In this scenario, the desired lambda function is the method of a particular object, probably because you want the function to be closing over the data and behaviors of that object.   This is probably the most common scenario.

Syntax:   instanceName::methodName

2. Referencing a constructor:

In this scenario, the desired lambda is a factory function, used to instantiate a new instance of a specified class.  

Syntax:  ClassName::new

3. Referencing an instance method of an unspecified object of a particular type:

In this scenario, the desired lambda is a specific method to be called on an arbitrary object of some specified type.  For instance, this is the scenario where you want to call a specific method on every element in a collection of objects but which method is not known until runtime.
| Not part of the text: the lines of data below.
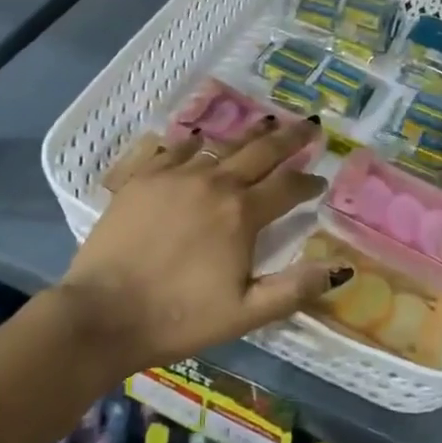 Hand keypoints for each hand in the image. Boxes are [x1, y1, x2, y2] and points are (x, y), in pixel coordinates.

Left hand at [56, 117, 345, 374]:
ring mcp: (175, 175)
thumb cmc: (179, 318)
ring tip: (267, 124)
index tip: (320, 181)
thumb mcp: (245, 314)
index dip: (308, 182)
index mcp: (241, 214)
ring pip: (220, 145)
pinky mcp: (143, 177)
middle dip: (290, 139)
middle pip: (261, 151)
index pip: (287, 187)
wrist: (102, 313)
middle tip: (309, 127)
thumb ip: (294, 289)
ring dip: (248, 136)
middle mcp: (214, 183)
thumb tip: (339, 267)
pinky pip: (176, 149)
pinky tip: (200, 139)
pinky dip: (195, 142) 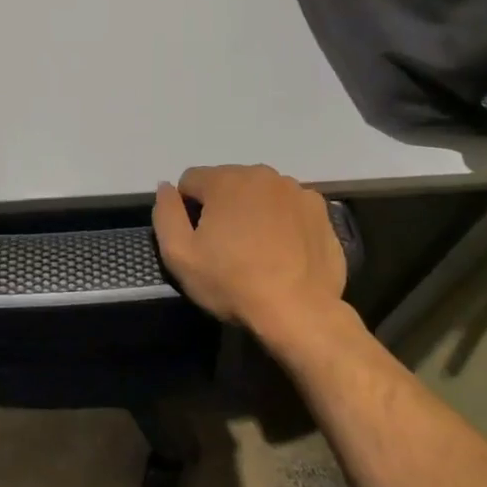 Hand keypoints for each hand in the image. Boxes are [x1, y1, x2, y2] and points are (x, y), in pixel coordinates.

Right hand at [152, 165, 347, 340]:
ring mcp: (296, 190)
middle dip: (222, 207)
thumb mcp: (179, 256)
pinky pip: (290, 207)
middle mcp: (262, 174)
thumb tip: (166, 187)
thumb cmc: (233, 282)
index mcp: (225, 180)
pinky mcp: (320, 210)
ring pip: (261, 193)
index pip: (191, 180)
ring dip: (253, 210)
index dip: (188, 209)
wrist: (299, 311)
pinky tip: (284, 250)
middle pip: (228, 183)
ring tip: (258, 250)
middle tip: (227, 247)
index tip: (198, 239)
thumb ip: (166, 214)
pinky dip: (283, 220) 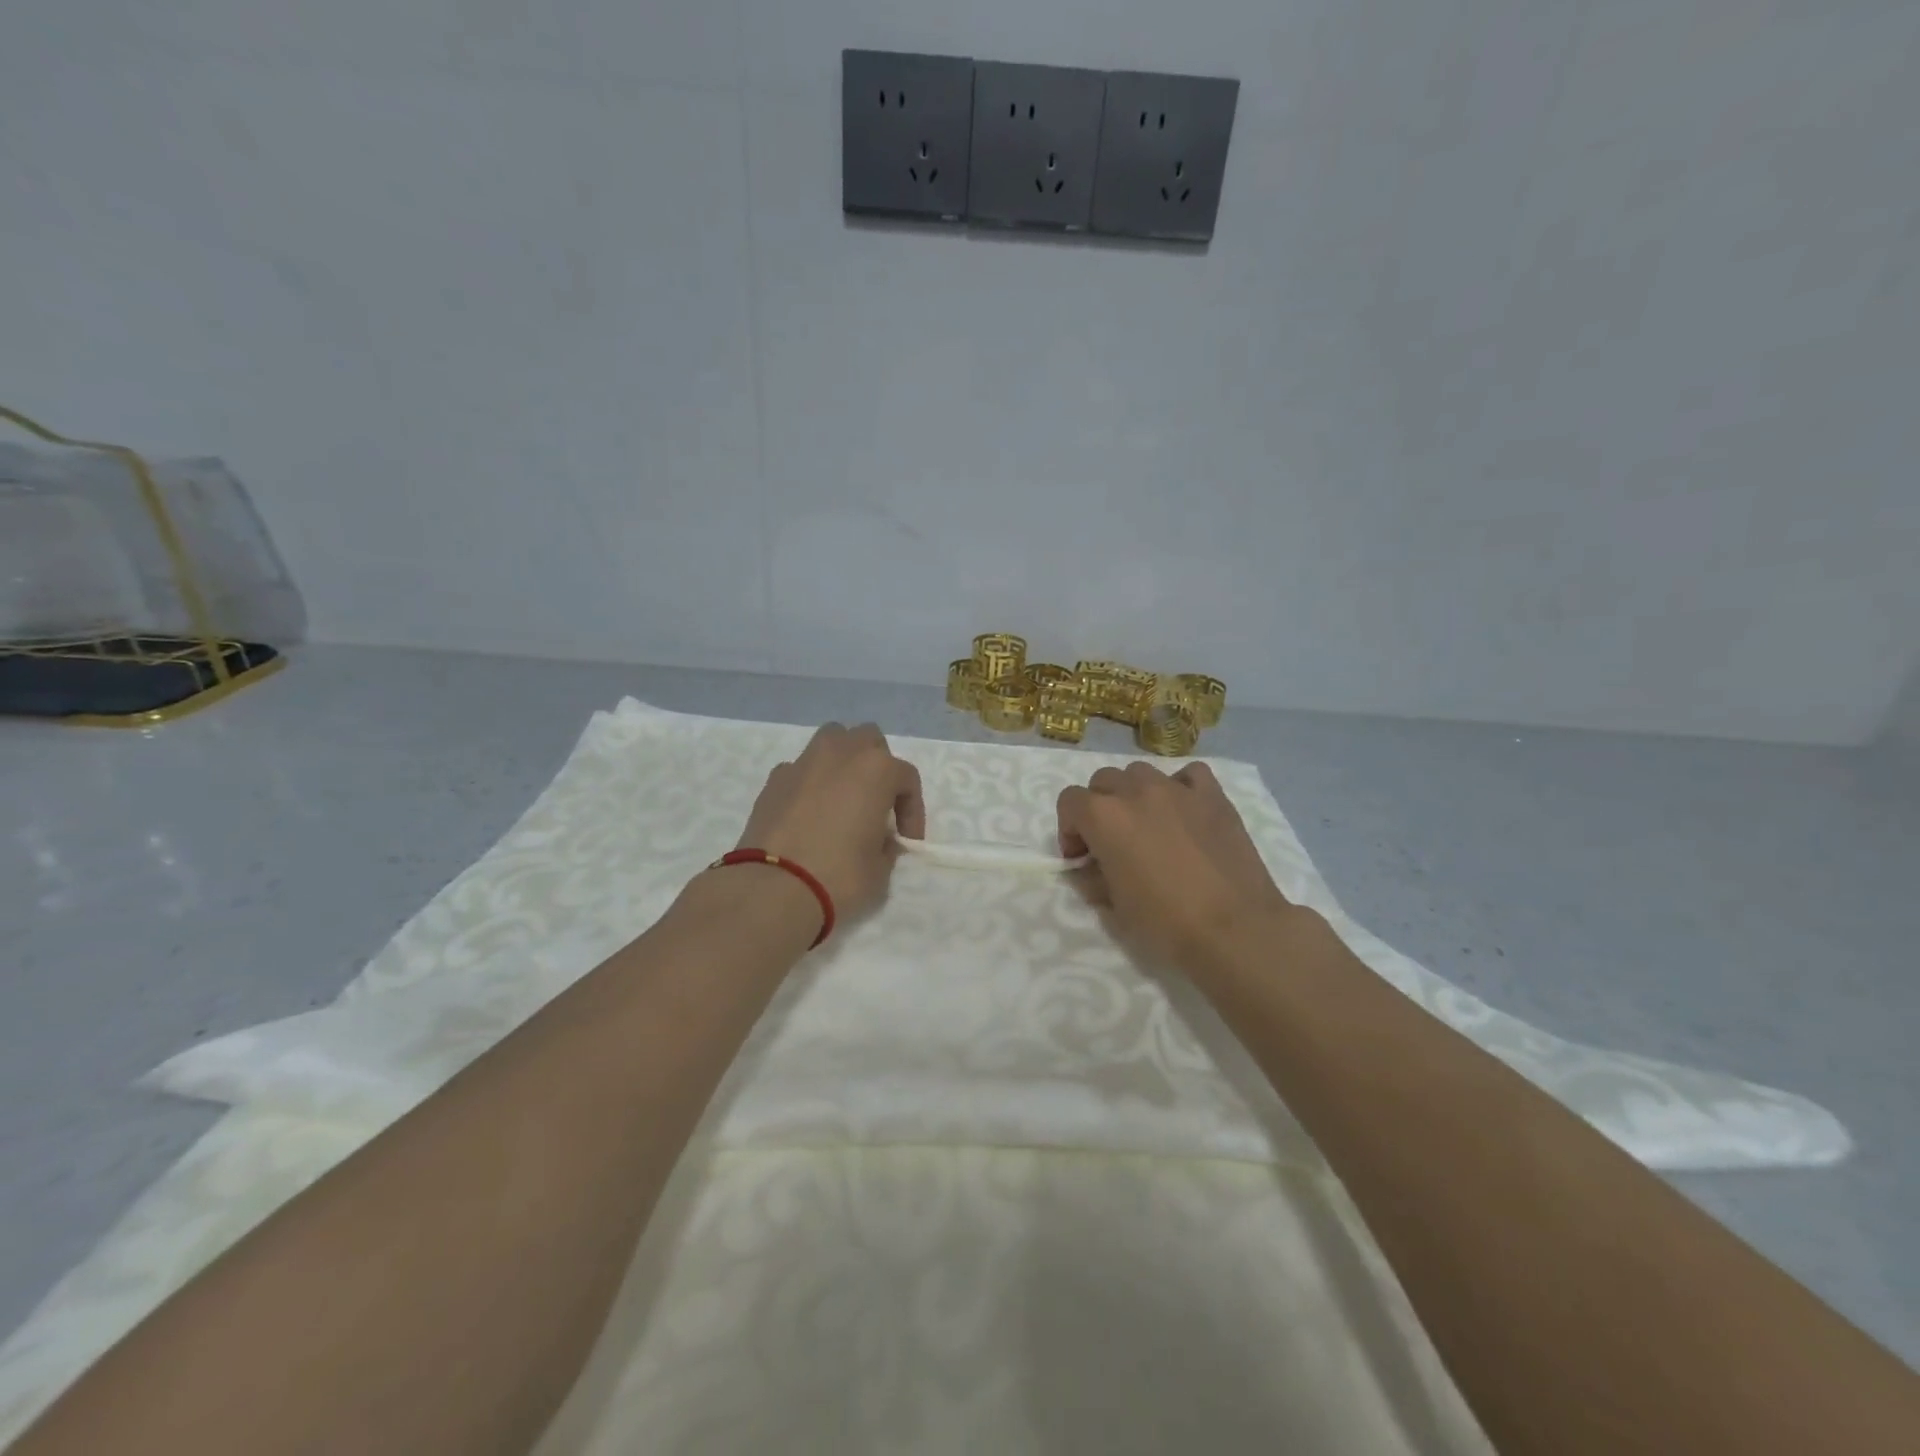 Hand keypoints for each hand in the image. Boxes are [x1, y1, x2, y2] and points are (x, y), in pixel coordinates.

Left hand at [734, 722, 925, 923]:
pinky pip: (802, 769)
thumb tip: (877, 839)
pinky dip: (811, 782)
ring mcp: (804, 762)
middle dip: (877, 767)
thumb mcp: (880, 869)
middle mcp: (841, 753)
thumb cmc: (840, 876)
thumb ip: (885, 845)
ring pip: (832, 740)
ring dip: (843, 762)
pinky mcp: (774, 779)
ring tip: (843, 797)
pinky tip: (808, 814)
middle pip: (868, 740)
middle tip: (876, 805)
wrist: (772, 889)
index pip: (906, 778)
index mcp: (877, 769)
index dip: (912, 810)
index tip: (906, 840)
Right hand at [1057, 761, 1295, 968]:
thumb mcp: (1113, 908)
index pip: (1069, 801)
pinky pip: (1189, 775)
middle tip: (1112, 842)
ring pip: (1142, 773)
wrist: (1234, 930)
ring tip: (1149, 826)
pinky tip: (1185, 812)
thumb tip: (1090, 869)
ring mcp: (1177, 789)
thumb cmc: (1165, 923)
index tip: (1081, 858)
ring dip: (1135, 794)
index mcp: (1104, 816)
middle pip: (1104, 781)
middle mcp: (1136, 791)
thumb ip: (1092, 879)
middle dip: (1099, 808)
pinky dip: (1180, 787)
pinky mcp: (1213, 796)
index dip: (1069, 829) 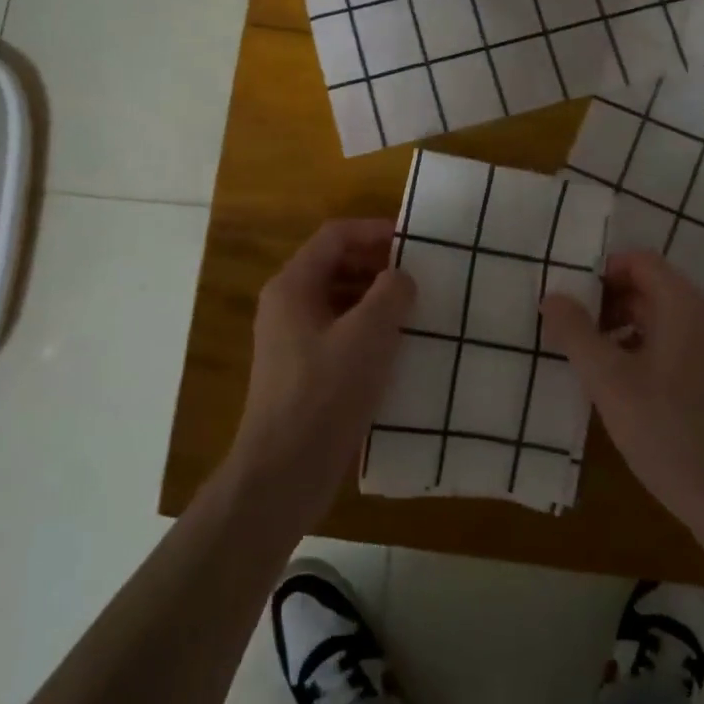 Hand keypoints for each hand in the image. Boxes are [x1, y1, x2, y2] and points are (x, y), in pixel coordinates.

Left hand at [228, 219, 414, 523]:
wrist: (283, 472)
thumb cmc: (325, 394)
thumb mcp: (368, 335)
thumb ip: (391, 293)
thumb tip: (401, 277)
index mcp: (293, 286)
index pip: (335, 236)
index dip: (375, 230)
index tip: (414, 239)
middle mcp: (286, 305)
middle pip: (335, 265)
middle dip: (377, 264)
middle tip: (421, 274)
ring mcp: (292, 340)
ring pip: (339, 301)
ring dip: (375, 299)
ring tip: (416, 309)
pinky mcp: (302, 371)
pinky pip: (338, 333)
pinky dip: (368, 330)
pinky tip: (398, 349)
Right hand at [540, 250, 703, 542]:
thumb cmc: (671, 433)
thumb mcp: (610, 382)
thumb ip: (576, 333)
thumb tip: (552, 296)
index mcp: (684, 305)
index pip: (638, 261)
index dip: (599, 272)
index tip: (566, 299)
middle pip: (648, 288)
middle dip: (604, 303)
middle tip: (566, 331)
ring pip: (658, 320)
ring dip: (619, 330)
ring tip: (586, 361)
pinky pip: (672, 347)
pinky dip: (641, 352)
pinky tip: (618, 389)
Syntax:  ClassName::methodName

The tricky part of this scenario however is that if the desired method takes N parameters, there are actually N+1 variables; the object whose method is being called is also a variable here since it changes from call to call.   This means that the functional interface to which the lambda is associated must take N+1 input parameters, not just the N parameters of the specified method of the specified class in the method reference.   The first input parameter of the N+1 parameters in the associated functional interface must be the object whose method is to be called. 

/**
 * The functional interface for calling a method on a caller object of type A
 * with a parameter of type B.
 */ 
public interface ILambda<A, B, R> {
	R apply(<A> caller, <B> param); 

}


// a method that uses the above functional interface:
public ArrayList<R> mapFn(ArrayList<A> collectionOfA, B paramOfB, ILambda<A, B, R> lambdaFn) {
	ArrayList<R> = result;
	for(A anElement:collectionOfA){
		result.add(lambdaFn.apply(anElement, paramOfB));	
	}
	return result;
}

// Consider the charAtmethod of a String:

public  char charAt(int index) {...}

// Here's how one could extract the character from a specific index from every string in an array of strings: 
ArrayList<String>  arrayOfStrings = new ArrayList<String>();
// code to fill the array list elided...
int index = 42;  
ArrayList<Character> arrayOfChars = obj.mapFn(arrayOfStrings, index, String::charAt);  // arrayOfChars will hold the 42'nd character of every string in the given arrayOfStrings.

Those who know Python should recognize this extra parameter as the "self" parameter that must always be the first parameter of any method declaration.   Under the hood, Java also has this extra input parameter but does not force the programmer to explicitly declare it.   Thus, N+1 input parameters declared by the associated functional interface is really just the real underlying method signature of the desired method.

4. Referencing a static method:

In this scenario, the desired lambda is a static method of a class.